You are viewing a plain text version of this content. The canonical link for it is here.

Posted to user@flink.apache.org by Chakravarthy varaga <ch...@gmail.com> on 2017/02/22 11:30:33 UTC

Deployment Architecture for Flink Applications

Hi Team,

    We are analysing different deployment options for managing Flink Jobs
on AWS EC2 instances.

     Basically, the options (Resource Manangers) in front of us are using:
     -> Standalone cluster
     -> On YARN
     -> Deploy using Mesos/Marthon
     -> Deploy using Kubernetes/Docker

     The Resource Managers options are a bit confusing as we are unable to
decide on which one to go with. What we are looking at as inputs to our
analysis is:
    ->  Dynamic Scaling of resources
    ->  Resource Allocation
    ->  Jobs Scheduling
    ->  No-Downtime upgrades
    ->  Monitoring & Metrics.

    Right now our plan is to do a paper based study evaluating these
options.

    I'm sure lot of you guys in production/support would have encountered
issues around these. Can someone point out to blogs/research
papers/material focussing on the approach taken and the considerations for
evaluation?

    Any help here is highly appreciated !

Best Regards
CVP

Re: Deployment Architecture for Flink Applications

Posted by Kostas Kloudas <k....@data-artisans.com>.

Hi CVP,

On how people use Flink, you can check this blogpost to see how Alibaba does it:
http://data-artisans.com/blink-flink-alibaba-search/ <http://data-artisans.com/blink-flink-alibaba-search/>

In addition, you can also find some more information on the matter on the talks from 
the last Flink Forwards conference: http://berlin.flink-forward.org/program/sessions/ <http://berlin.flink-forward.org/program/sessions/>

For example Netflix also shares some information here: 
http://berlin.flink-forward.org/kb_sessions/beaming-flink-to-the-cloud-netflix/ <http://berlin.flink-forward.org/kb_sessions/beaming-flink-to-the-cloud-netflix/>

Now for how things work under the hood, I will provide links to the Flink documentation. 
I hope that this will also help you figure out what fits your needs best:

For deployment and operations, the main resource is the Flink documentation, 
https://ci.apache.org/projects/flink/flink-docs-release-1.2/setup/cluster_setup.html <https://ci.apache.org/projects/flink/flink-docs-release-1.2/setup/cluster_setup.html>

and for what is about to come on that front, you can check out the FLIP-6 page:
https://cwiki.apache.org/confluence/pages/viewpage.action?pageId=65147077 <https://cwiki.apache.org/confluence/pages/viewpage.action?pageId=65147077>

To dynamically scale your Flink job you have to take a savepoint and restart your job with different parallelism.
You can find some details here https://www.slideshare.net/tillrohrmann/dynamic-scaling-how-apache-flink-adapts-to-changing-workloads <https://www.slideshare.net/tillrohrmann/dynamic-scaling-how-apache-flink-adapts-to-changing-workloads> , but unfortunately, this talk is a little bit outdated. We will update our documentation on dynamic scaling soon.
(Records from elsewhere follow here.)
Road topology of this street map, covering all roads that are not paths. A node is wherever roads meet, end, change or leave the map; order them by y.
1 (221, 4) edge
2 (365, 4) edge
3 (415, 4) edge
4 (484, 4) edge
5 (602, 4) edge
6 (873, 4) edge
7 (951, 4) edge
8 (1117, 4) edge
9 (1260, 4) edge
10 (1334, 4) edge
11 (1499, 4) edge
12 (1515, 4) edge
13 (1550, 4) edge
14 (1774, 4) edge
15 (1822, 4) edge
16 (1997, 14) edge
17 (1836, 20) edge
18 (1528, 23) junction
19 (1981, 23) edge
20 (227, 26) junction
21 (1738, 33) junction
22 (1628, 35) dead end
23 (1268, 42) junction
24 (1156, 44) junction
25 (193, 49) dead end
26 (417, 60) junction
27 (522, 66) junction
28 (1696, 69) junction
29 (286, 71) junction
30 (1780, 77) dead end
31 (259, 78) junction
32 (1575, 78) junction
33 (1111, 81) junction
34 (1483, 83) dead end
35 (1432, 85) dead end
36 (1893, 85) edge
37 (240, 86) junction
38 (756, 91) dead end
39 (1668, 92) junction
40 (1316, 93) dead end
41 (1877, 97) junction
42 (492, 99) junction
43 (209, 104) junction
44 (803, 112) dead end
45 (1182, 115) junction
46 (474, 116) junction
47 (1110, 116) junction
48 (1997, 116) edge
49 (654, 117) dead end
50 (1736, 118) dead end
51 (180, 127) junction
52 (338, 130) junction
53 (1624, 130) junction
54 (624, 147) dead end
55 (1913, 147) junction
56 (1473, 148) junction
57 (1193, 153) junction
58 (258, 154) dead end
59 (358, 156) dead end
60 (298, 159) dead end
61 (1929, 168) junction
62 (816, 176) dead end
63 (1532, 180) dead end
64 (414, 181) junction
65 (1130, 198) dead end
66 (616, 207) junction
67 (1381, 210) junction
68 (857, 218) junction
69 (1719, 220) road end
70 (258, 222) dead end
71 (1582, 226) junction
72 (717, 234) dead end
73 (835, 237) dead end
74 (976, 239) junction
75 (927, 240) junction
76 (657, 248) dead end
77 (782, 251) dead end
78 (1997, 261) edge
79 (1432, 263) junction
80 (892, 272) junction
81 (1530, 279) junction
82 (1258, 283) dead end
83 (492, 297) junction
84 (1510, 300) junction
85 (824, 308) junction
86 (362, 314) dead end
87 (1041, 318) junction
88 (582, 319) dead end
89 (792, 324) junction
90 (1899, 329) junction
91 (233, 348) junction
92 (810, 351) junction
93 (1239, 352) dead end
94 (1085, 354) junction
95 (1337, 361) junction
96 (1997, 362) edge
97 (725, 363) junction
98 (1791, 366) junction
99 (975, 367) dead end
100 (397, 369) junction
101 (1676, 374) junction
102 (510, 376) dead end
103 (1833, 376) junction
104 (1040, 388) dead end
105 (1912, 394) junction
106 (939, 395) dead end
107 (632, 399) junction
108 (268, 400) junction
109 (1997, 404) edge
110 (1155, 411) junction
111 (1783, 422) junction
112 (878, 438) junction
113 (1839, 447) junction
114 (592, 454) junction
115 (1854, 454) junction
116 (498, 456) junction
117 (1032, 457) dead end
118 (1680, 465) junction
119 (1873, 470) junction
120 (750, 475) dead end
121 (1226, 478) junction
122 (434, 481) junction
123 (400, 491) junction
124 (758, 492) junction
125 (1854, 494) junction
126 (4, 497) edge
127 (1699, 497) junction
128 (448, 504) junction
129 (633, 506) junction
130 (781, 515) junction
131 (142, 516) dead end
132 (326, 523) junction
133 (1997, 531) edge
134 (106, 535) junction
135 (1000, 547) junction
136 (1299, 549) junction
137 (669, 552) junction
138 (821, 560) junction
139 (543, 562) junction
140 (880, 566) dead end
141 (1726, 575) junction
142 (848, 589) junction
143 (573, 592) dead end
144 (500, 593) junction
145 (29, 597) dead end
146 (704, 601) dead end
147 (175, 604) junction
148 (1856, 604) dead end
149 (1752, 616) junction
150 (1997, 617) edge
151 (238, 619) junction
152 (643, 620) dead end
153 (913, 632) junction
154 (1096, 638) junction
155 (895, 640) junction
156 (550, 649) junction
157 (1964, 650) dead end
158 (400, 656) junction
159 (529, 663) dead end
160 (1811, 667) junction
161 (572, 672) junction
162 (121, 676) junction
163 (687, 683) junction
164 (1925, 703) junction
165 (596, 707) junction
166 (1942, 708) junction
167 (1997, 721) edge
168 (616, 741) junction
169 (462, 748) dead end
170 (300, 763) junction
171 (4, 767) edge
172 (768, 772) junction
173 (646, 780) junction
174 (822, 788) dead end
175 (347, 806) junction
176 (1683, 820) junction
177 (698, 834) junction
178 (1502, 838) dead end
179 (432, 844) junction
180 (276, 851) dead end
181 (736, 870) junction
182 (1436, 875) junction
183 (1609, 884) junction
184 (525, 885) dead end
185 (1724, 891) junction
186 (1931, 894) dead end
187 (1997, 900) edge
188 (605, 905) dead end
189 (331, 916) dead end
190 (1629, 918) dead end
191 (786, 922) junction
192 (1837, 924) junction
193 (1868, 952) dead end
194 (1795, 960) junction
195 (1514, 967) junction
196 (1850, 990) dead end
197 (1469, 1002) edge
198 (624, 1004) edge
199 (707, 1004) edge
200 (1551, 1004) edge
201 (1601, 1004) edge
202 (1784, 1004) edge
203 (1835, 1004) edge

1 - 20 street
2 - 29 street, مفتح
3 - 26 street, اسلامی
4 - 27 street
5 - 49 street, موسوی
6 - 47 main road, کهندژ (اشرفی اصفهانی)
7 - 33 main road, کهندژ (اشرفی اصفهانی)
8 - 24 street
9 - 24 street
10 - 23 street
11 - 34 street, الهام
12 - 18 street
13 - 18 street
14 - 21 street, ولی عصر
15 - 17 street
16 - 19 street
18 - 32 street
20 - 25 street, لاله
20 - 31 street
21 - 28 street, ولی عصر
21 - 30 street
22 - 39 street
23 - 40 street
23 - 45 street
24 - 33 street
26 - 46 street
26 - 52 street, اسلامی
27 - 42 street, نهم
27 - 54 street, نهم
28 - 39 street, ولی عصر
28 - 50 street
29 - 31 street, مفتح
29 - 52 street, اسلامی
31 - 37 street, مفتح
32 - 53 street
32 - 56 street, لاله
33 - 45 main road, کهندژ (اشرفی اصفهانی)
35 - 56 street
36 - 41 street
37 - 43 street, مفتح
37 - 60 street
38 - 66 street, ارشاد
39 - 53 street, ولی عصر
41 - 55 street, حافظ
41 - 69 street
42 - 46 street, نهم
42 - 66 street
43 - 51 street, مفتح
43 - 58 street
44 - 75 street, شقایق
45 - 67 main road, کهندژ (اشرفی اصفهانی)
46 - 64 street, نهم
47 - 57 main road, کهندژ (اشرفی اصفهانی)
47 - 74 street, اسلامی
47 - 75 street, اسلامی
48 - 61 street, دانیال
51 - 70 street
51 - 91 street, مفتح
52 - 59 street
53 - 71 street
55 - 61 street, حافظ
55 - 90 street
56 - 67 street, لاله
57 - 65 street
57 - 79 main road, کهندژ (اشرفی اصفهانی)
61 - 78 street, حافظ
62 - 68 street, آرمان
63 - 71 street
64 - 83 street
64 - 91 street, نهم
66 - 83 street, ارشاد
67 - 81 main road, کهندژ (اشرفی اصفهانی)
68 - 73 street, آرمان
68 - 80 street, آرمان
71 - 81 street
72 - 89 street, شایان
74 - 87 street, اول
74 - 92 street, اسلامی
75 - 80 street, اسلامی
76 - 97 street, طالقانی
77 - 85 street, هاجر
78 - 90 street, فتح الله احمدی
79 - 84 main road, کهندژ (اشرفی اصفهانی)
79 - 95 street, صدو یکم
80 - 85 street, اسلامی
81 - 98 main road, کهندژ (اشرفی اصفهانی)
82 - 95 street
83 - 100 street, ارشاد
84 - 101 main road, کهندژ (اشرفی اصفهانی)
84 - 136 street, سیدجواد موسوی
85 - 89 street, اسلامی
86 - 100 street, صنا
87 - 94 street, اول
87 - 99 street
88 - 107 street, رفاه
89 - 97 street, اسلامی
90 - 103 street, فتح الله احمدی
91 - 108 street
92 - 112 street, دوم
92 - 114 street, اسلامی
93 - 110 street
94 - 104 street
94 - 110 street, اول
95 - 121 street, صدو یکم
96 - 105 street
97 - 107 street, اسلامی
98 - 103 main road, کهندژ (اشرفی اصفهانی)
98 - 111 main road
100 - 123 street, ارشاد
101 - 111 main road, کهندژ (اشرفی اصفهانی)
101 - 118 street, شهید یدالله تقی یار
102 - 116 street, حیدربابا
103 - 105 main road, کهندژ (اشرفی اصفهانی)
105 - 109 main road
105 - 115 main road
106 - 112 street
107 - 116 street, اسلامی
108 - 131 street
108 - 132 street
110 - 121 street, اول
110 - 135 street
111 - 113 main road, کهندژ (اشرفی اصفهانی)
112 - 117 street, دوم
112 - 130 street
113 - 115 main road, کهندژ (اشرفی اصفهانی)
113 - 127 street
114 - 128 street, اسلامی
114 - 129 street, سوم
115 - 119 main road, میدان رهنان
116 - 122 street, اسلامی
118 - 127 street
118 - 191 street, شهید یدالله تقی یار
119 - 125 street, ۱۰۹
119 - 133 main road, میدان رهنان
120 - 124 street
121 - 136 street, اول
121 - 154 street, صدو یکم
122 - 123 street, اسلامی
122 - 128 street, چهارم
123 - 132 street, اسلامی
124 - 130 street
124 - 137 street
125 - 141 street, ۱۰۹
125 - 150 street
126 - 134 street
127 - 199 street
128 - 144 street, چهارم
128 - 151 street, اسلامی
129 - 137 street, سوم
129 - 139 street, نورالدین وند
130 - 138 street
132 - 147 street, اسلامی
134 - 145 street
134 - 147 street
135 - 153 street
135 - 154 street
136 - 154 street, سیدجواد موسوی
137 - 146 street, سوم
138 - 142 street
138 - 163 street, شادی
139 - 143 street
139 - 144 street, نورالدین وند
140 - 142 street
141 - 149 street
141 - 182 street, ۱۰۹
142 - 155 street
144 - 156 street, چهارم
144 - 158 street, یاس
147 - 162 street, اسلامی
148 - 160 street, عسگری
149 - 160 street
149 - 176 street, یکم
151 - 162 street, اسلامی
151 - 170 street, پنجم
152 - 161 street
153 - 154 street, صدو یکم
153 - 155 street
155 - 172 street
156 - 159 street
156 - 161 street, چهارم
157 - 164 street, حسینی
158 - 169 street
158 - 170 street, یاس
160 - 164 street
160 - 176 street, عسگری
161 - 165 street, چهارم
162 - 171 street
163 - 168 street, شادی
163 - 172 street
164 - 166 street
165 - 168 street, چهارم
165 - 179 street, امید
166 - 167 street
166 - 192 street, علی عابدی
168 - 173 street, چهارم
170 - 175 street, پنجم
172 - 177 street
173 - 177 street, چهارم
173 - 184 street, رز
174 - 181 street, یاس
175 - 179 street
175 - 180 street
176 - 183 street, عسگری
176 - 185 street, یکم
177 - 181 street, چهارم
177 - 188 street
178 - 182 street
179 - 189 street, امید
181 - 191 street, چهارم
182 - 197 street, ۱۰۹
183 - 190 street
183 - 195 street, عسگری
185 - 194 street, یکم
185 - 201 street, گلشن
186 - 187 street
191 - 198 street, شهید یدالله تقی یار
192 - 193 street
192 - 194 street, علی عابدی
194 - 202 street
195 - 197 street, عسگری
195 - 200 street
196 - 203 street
For the Resource allocation and Job Scheduling, you can check the links I included for deployment and operations,
and also this: https://ci.apache.org/projects/flink/flink-docs-release-1.3/internals/job_scheduling.html <https://ci.apache.org/projects/flink/flink-docs-release-1.3/internals/job_scheduling.html>

For metrics and monitoring you can check here: https://ci.apache.org/projects/flink/flink-docs-release-1.2/monitoring/metrics.html <https://ci.apache.org/projects/flink/flink-docs-release-1.2/monitoring/metrics.html>
and the related pages in the Debugging and monitoring section of the Flink documentation.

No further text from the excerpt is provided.